Recent Work by Three Sylvania Ceramic Artists
Sylvania North View Gallery
- Dates: February 23 – March 25, 2017
- Artist reception: Wednesday, March 1, 11am-1pm
- Gallery hours: Monday – Friday, 8am–4pm, and Saturday, 11am–4pm
Participating artists
- Kowkie Durst
- Mandy Stigant
- Charles Washburn
The North View Gallery is pleased to present the work of three ceramic artists from the PCC Sylvania art faculty and technical staff, who are collectively exploring a wide range of methodology within the ceramics discipline. This exhibition will run concurrent with the NCECA (National Council on Education in the Ceramic Arts) conference, held this year in Portland on March 22-25.
Kowkie Durst
I imagine my pots in someone’s home, tossed from sink to table to shelf. I want them to live with someone and become a part of their everyday life. The physical connection – lips, hands, eyes—that engages a user with the object is essential to the creation of meaning for pottery. My approach to clay enacts my passion for the material and exposes the physical nature of my own existence.
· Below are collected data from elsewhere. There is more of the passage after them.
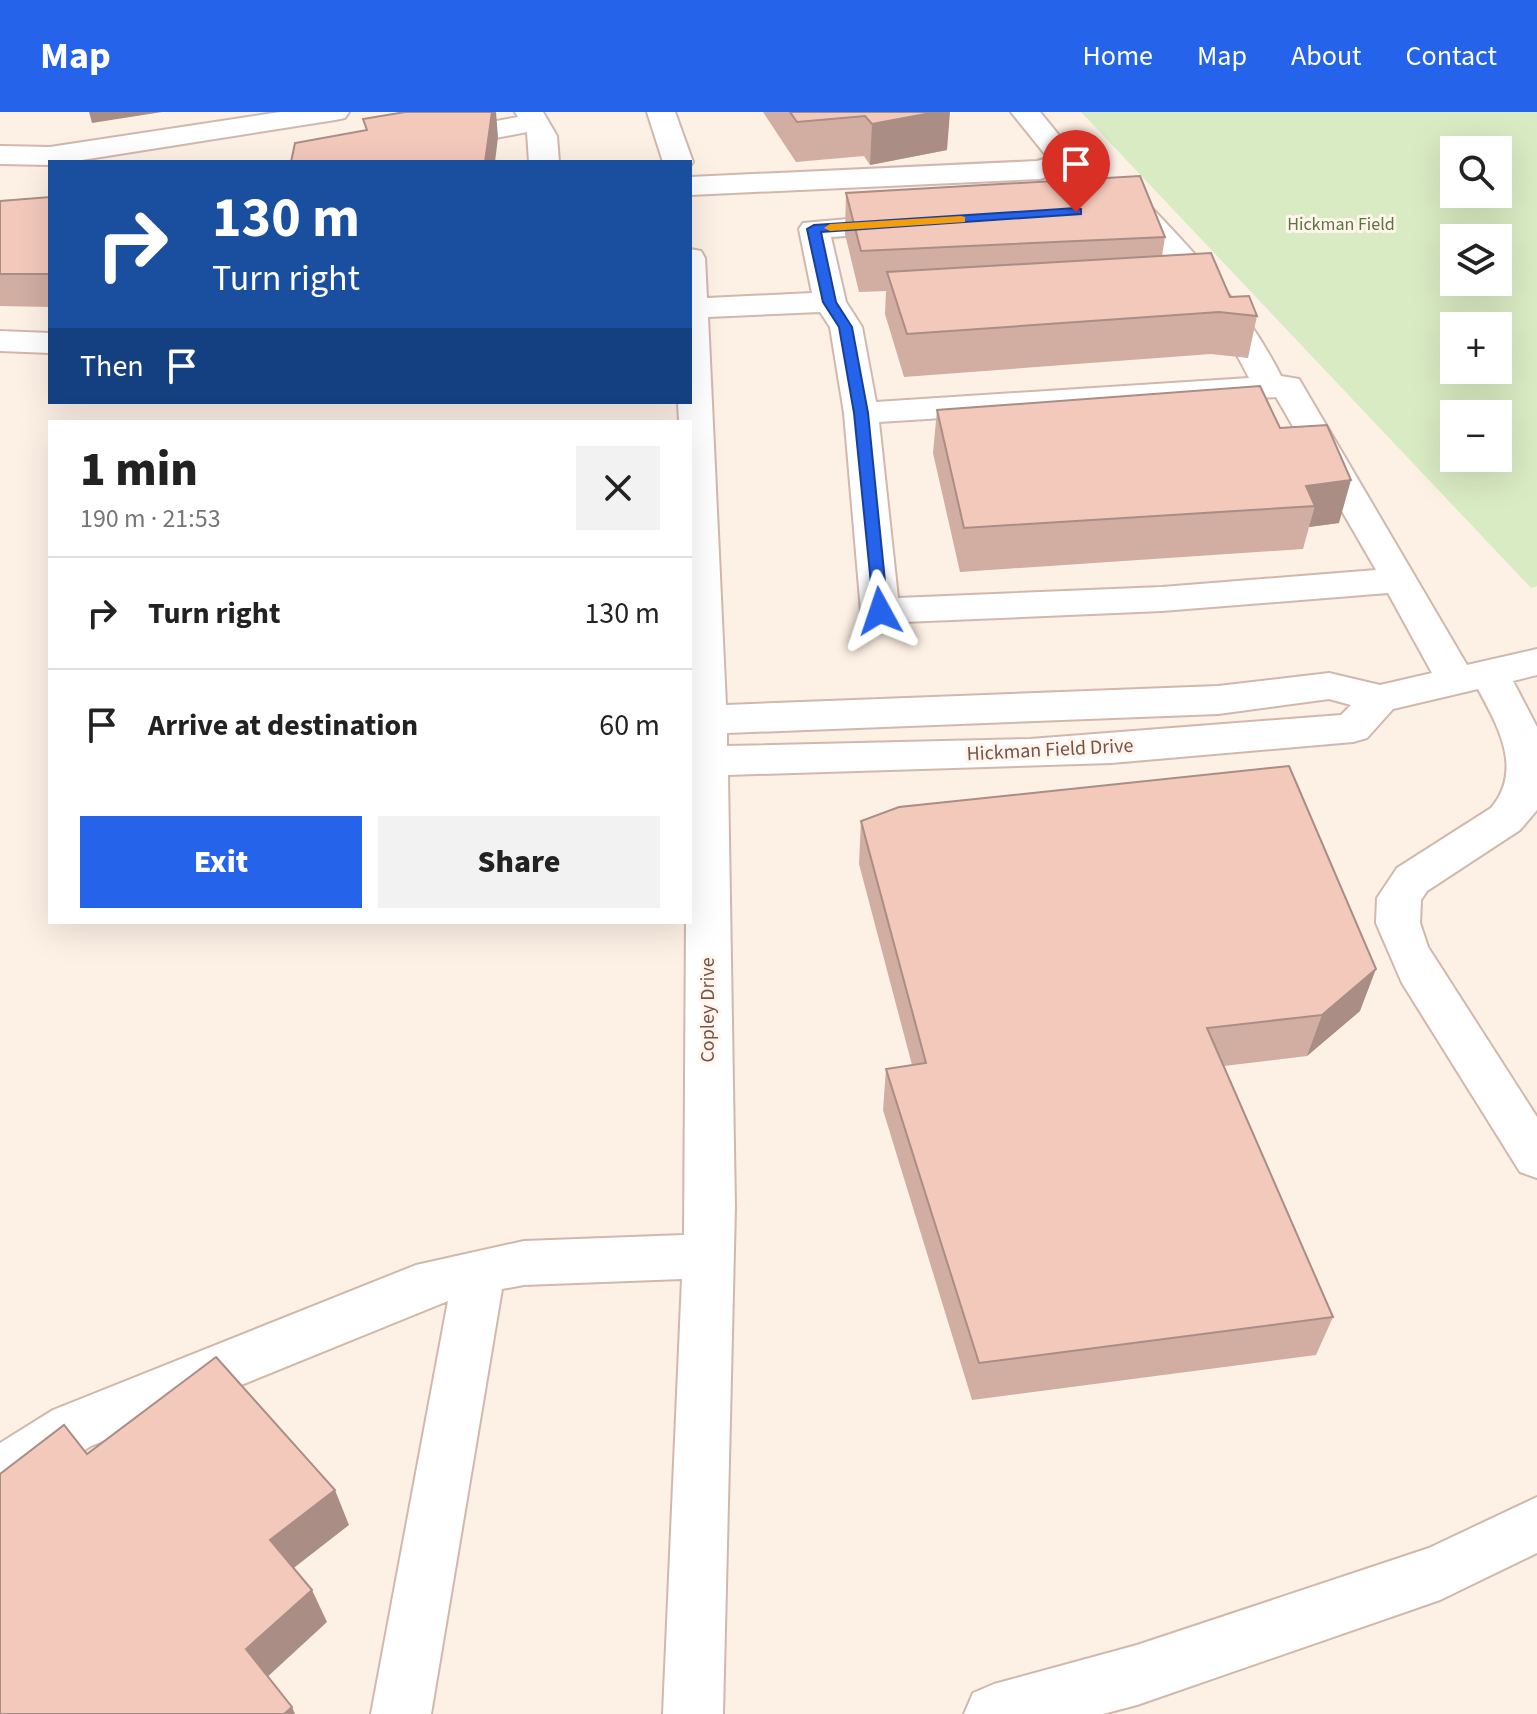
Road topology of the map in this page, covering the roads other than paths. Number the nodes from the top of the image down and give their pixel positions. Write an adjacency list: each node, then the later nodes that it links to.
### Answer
1 (335, 112): 5 (street)
2 (661, 112): 8 (street)
3 (1025, 112): 9 (street)
4 (532, 117): 6 (street); 7 (street)
5 (0, 155)
6 (333, 160)
7 (544, 160)
8 (677, 160)
9 (692, 186)
10 (1089, 211): 17 (street)
11 (936, 221): 12 (street)
12 (830, 302): 13 (street); 18 (street)
13 (692, 308)
14 (692, 335): 22 (street, Copley Drive)
15 (0, 341): 16 (street)
16 (48, 343)
17 (1266, 377): 18 (street); 19 (street)
18 (861, 413): 19 (street)
19 (1400, 580): 21 (street)
20 (1537, 662): 21 (street, Hickman Field Drive)
21 (1472, 677): 22 (street, Hickman Field Drive); 23 (street)
22 (707, 740): 24 (street, Copley Drive)
23 (1537, 1158)
24 (709, 1256): 25 (street); 29 (street, Copley Drive)
25 (479, 1271): 26 (street); 28 (street)
26 (0, 1473)
27 (1537, 1524): 30 (street)
28 (401, 1714)
29 (693, 1714)
30 (994, 1714)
I score my pots with drawings of objects such as bicycles or hand tools as well as drawings that investigate more social and political issues such as the commodification of food, chicken egg factory farms, gender identity, marriage equality, gasoline consumption, among others. The drawings on my pots are cartoon-like abstractions of our contemporary cultural icons, which I use to narrate our intimate relationship with everyday objects as well as to capture everyday moments that may sometimes be overlooked.
Mandy Stigant
I spend my best time making dishes and vessels and objects for my own house, for my own use or visual stimulus. Pots which aid, enrich and reflect upon my lifestyle, especially the part centered around food: from growing and raising to gathering and harvesting to preserving and cooking to eating and sharing. Some of these objects are specifically utilitarian, the pickling crocks and tea sets, and others, the bottles, offer a visual response to the squash and other full, engorged vegetables I like to grow. Then come the baskets, which occupy a grey area between the useful and the visual. It all culminates into a sense of the nourishment and plenty that comes from raising and gathering and eating food, a sense of the full experience of food.
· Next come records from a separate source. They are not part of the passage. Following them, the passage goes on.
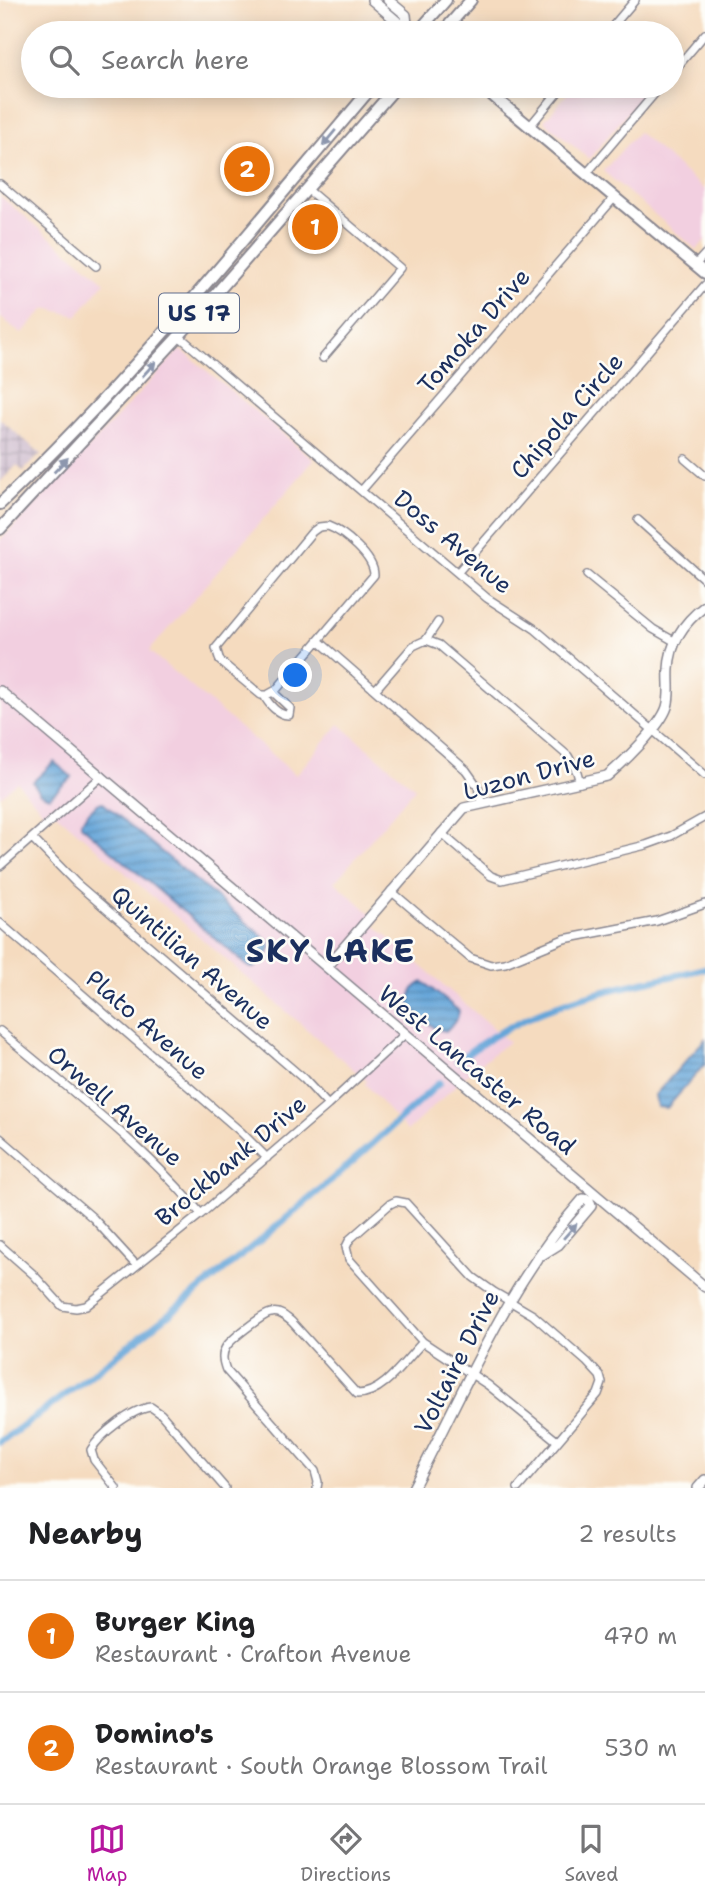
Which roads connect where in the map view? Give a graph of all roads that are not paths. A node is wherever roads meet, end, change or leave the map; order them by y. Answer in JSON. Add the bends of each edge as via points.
{"nodes":[{"id":1,"x":372,"y":0,"type":"edge"},
{"id":2,"x":388,"y":0,"type":"edge"},
{"id":3,"x":446,"y":0,"type":"edge"},
{"id":4,"x":471,"y":0,"type":"edge"},
{"id":5,"x":635,"y":0,"type":"edge"},
{"id":6,"x":397,"y":21,"type":"edge"},
{"id":7,"x":407,"y":21,"type":"edge"},
{"id":8,"x":428,"y":21,"type":"edge"},
{"id":9,"x":453,"y":21,"type":"edge"},
{"id":10,"x":617,"y":21,"type":"edge"},
{"id":11,"x":705,"y":34,"type":"edge"},
{"id":12,"x":684,"y":59,"type":"edge"},
{"id":13,"x":363,"y":98,"type":"edge"},
{"id":14,"x":387,"y":98,"type":"edge"},
{"id":15,"x":496,"y":98,"type":"edge"},
{"id":16,"x":553,"y":98,"type":"edge"},
{"id":17,"x":651,"y":98,"type":"edge"},
{"id":18,"x":530,"y":126,"type":"junction"},
{"id":19,"x":587,"y":173,"type":"junction"},
{"id":20,"x":0,"y":184,"type":"edge"},
{"id":21,"x":307,"y":189,"type":"junction"},
{"id":22,"x":615,"y":197,"type":"junction"},
{"id":23,"x":705,"y":254,"type":"edge"},
{"id":24,"x":695,"y":265,"type":"junction"},
{"id":25,"x":96,"y":266,"type":"dead end"},
{"id":26,"x":705,"y":273,"type":"edge"},
{"id":27,"x":705,"y":285,"type":"edge"},
{"id":28,"x":177,"y":319,"type":"junction"},
{"id":29,"x":179,"y":336,"type":"junction"},
{"id":30,"x":323,"y":358,"type":"dead end"},
{"id":31,"x":96,"y":408,"type":"junction"},
{"id":32,"x":94,"y":429,"type":"junction"},
{"id":33,"x":685,"y":459,"type":"dead end"},
{"id":34,"x":705,"y":476,"type":"edge"},
{"id":35,"x":362,"y":490,"type":"junction"},
{"id":36,"x":0,"y":504,"type":"edge"},
{"id":37,"x":638,"y":520,"type":"dead end"},
{"id":38,"x":0,"y":529,"type":"edge"},
{"id":39,"x":458,"y":572,"type":"junction"},
{"id":40,"x":587,"y":575,"type":"dead end"},
{"id":41,"x":705,"y":580,"type":"edge"},
{"id":42,"x":705,"y":606,"type":"edge"},
{"id":43,"x":439,"y":622,"type":"dead end"},
{"id":44,"x":426,"y":640,"type":"junction"},
{"id":45,"x":319,"y":641,"type":"junction"},
{"id":46,"x":674,"y":641,"type":"junction"},
{"id":47,"x":375,"y":690,"type":"junction"},
{"id":48,"x":0,"y":691,"type":"edge"},
{"id":49,"x":274,"y":693,"type":"junction"},
{"id":50,"x":264,"y":695,"type":"junction"},
{"id":51,"x":652,"y":730,"type":"junction"},
{"id":52,"x":705,"y":775,"type":"edge"},
{"id":53,"x":102,"y":776,"type":"junction"},
{"id":54,"x":580,"y":783,"type":"junction"},
{"id":55,"x":481,"y":802,"type":"junction"},
{"id":56,"x":705,"y":817,"type":"edge"},
{"id":57,"x":441,"y":833,"type":"junction"},
{"id":58,"x":32,"y":838,"type":"junction"},
{"id":59,"x":0,"y":866,"type":"edge"},
{"id":60,"x":391,"y":891,"type":"junction"},
{"id":61,"x":705,"y":904,"type":"edge"},
{"id":62,"x":0,"y":923,"type":"edge"},
{"id":63,"x":327,"y":967,"type":"junction"},
{"id":64,"x":0,"y":1031,"type":"edge"},
{"id":65,"x":405,"y":1034,"type":"junction"},
{"id":66,"x":328,"y":1105,"type":"junction"},
{"id":67,"x":0,"y":1138,"type":"edge"},
{"id":68,"x":267,"y":1158,"type":"junction"},
{"id":69,"x":592,"y":1197,"type":"junction"},
{"id":70,"x":201,"y":1214,"type":"junction"},
{"id":71,"x":0,"y":1245,"type":"edge"},
{"id":72,"x":135,"y":1265,"type":"junction"},
{"id":73,"x":705,"y":1287,"type":"edge"},
{"id":74,"x":509,"y":1301,"type":"junction"},
{"id":75,"x":423,"y":1342,"type":"junction"},
{"id":76,"x":472,"y":1373,"type":"junction"},
{"id":77,"x":556,"y":1441,"type":"junction"},
{"id":78,"x":705,"y":1480,"type":"edge"},
{"id":79,"x":317,"y":1485,"type":"edge"},
{"id":80,"x":116,"y":1488,"type":"edge"},
{"id":81,"x":225,"y":1488,"type":"edge"},
{"id":82,"x":413,"y":1488,"type":"edge"},
{"id":83,"x":518,"y":1488,"type":"edge"},
{"id":84,"x":698,"y":1488,"type":"edge"}],
"edges":[{"from":1,"to":6,"type":"street"},
{"from":2,"to":7,"type":"street"},
{"from":3,"to":8,"type":"main road"},
{"from":4,"to":9,"type":"main road"},
{"from":5,"to":10,"type":"street"},
{"from":11,"to":12,"type":"street"},
{"from":13,"to":28,"type":"main road","number":"US 17","one_way":true},
{"from":14,"to":21,"type":"main road","number":"US 17"},
{"from":15,"to":18,"type":"main road"},
{"from":16,"to":18,"type":"street"},
{"from":17,"to":19,"type":"street"},
{"from":18,"to":19,"type":"main road"},
{"from":19,"to":22,"type":"main road"},
{"from":20,"to":25,"type":"street"},
{"from":21,"to":29,"type":"main road","number":"US 17"},
{"from":21,"to":30,"type":"street","via":[[400,268]]},
{"from":22,"to":24,"type":"main road"},
{"from":22,"to":35,"type":"street","name":"Tomoka Drive"},
{"from":23,"to":24,"type":"street"},
{"from":24,"to":26,"type":"main road"},
{"from":27,"to":39,"type":"street","name":"Chipola Circle"},
{"from":28,"to":29,"type":"main road"},
{"from":28,"to":31,"type":"main road","number":"US 17"},
{"from":32,"to":29,"type":"main road","number":"US 17","one_way":true},
{"from":29,"to":35,"type":"street","name":"Doss Avenue"},
{"from":31,"to":32,"type":"main road"},
{"from":31,"to":36,"type":"main road","number":"US 17"},
{"from":38,"to":32,"type":"main road","number":"US 17","one_way":true},
{"from":33,"to":34,"type":"street"},
{"from":35,"to":39,"type":"street","name":"Doss Avenue"},
{"from":37,"to":41,"type":"street"},
{"from":39,"to":51,"type":"street","name":"Doss Avenue","via":[[487,598],[535,629]]},
{"from":40,"to":46,"type":"street"},
{"from":42,"to":46,"type":"street","name":"Luzon Drive"},
{"from":43,"to":44,"type":"street"},
{"from":44,"to":47,"type":"street","via":[[413,646]]},
{"from":44,"to":54,"type":"street","via":[[439,645],[568,756]]},
{"from":45,"to":47,"type":"street"},
{"from":45,"to":49,"type":"street"},
{"from":45,"to":50,"type":"street","via":[[374,575],[370,559],[328,526],[319,527],[216,648],[219,661]]},
{"from":46,"to":51,"type":"street","name":"Luzon Drive","via":[[667,709]]},
{"from":47,"to":55,"type":"street","via":[[466,769]]},
{"from":48,"to":53,"type":"street","name":"West Lancaster Road"},
{"from":49,"to":50,"type":"street"},
{"from":49,"to":50,"type":"street","via":[[290,708],[289,715],[282,714]]},
{"from":51,"to":52,"type":"street","name":"Doss Avenue"},
{"from":51,"to":54,"type":"street","name":"Luzon Drive","via":[[607,776]]},
{"from":53,"to":58,"type":"street"},
{"from":53,"to":63,"type":"street","name":"West Lancaster Road"},
{"from":54,"to":55,"type":"street","name":"Luzon Drive"},
{"from":55,"to":57,"type":"street","name":"Luzon Drive","via":[[464,808]]},
{"from":56,"to":57,"type":"street","via":[[646,845],[502,880],[491,876]]},
{"from":57,"to":60,"type":"street","name":"Luzon Drive"},
{"from":58,"to":59,"type":"street"},
{"from":58,"to":66,"type":"street","name":"Quintilian Avenue","via":[[76,883],[304,1079]]},
{"from":60,"to":61,"type":"street","via":[[470,958],[491,965],[564,939],[657,921]]},
{"from":60,"to":63,"type":"street","name":"Luzon Drive"},
{"from":62,"to":68,"type":"street","name":"Plato Avenue"},
{"from":63,"to":65,"type":"street","name":"West Lancaster Road"},
{"from":64,"to":70,"type":"street","name":"Orwell Avenue","via":[[138,1149]]},
{"from":65,"to":66,"type":"street","name":"Brockbank Drive"},
{"from":65,"to":69,"type":"street","name":"West Lancaster Road"},
{"from":66,"to":68,"type":"street","name":"Brockbank Drive"},
{"from":67,"to":72,"type":"street","via":[[93,1218]]},
{"from":68,"to":70,"type":"street","name":"Brockbank Drive"},
{"from":69,"to":73,"type":"street","name":"West Lancaster Road"},
{"from":69,"to":74,"type":"street","name":"Voltaire Drive","via":[[583,1199],[549,1239]]},
{"from":70,"to":72,"type":"street","name":"Brockbank Drive"},
{"from":71,"to":72,"type":"street","name":"Brockbank Drive","via":[[62,1306],[86,1306]]},
{"from":74,"to":75,"type":"street","via":[[473,1277],[406,1203],[396,1201],[346,1247],[349,1259]]},
{"from":74,"to":76,"type":"street","name":"Voltaire Drive"},
{"from":74,"to":77,"type":"street","via":[[533,1315],[600,1376],[598,1394]]},
{"from":75,"to":76,"type":"street"},
{"from":75,"to":79,"type":"street","via":[[379,1388],[367,1394],[357,1394],[281,1313],[263,1317],[227,1345],[226,1370],[315,1471]]},
{"from":76,"to":77,"type":"street"},
{"from":76,"to":82,"type":"street","name":"Voltaire Drive"},
{"from":77,"to":83,"type":"street"},
{"from":78,"to":84,"type":"street"},
{"from":80,"to":81,"type":"street","via":[[91,1450],[97,1440],[135,1412],[151,1408]]}]}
Since sharing that sense of plenty is as important as partaking in it, I have decided to donate 10% of all the sales from this body of work to Sisters of the Road.
Charles Washburn
This series of ceramic sculptures is inspired by the idea of how our physical appearance and mannerisms only reveal a portion of our true persona and spirit. I use the ceramic vessel as a metaphor for our outward appearance and manners. Housed within the vessel is a blade shaped ceramic piece that represents our true character and essence contained within the physical body. The blade balances on the vessel symbolizing the symbiotic relationship between body and soul. For form and shapes ideas, I reference ancient implements from many different cultures that share similarities. I am also fascinated with how humans have been using their bodies as a three-dimensional canvas to express their inner nature and psyche for thousands of years. Body arts such as tattoos, piercings and scarification give me inspiration for surface decoration. I strive to create beautiful sculptures that could be a relic from another time or culture.
These sculptures are fired to cone 10 in a reduced atmospheric firing method such as wood, soda or gas. The vessel portion of these sculptures is constructed by using the slab and coil hand building techniques. The blades are carved from a solid slab of clay. I mostly rely on the claybody’s reaction to the kiln atmosphere for surface treatment.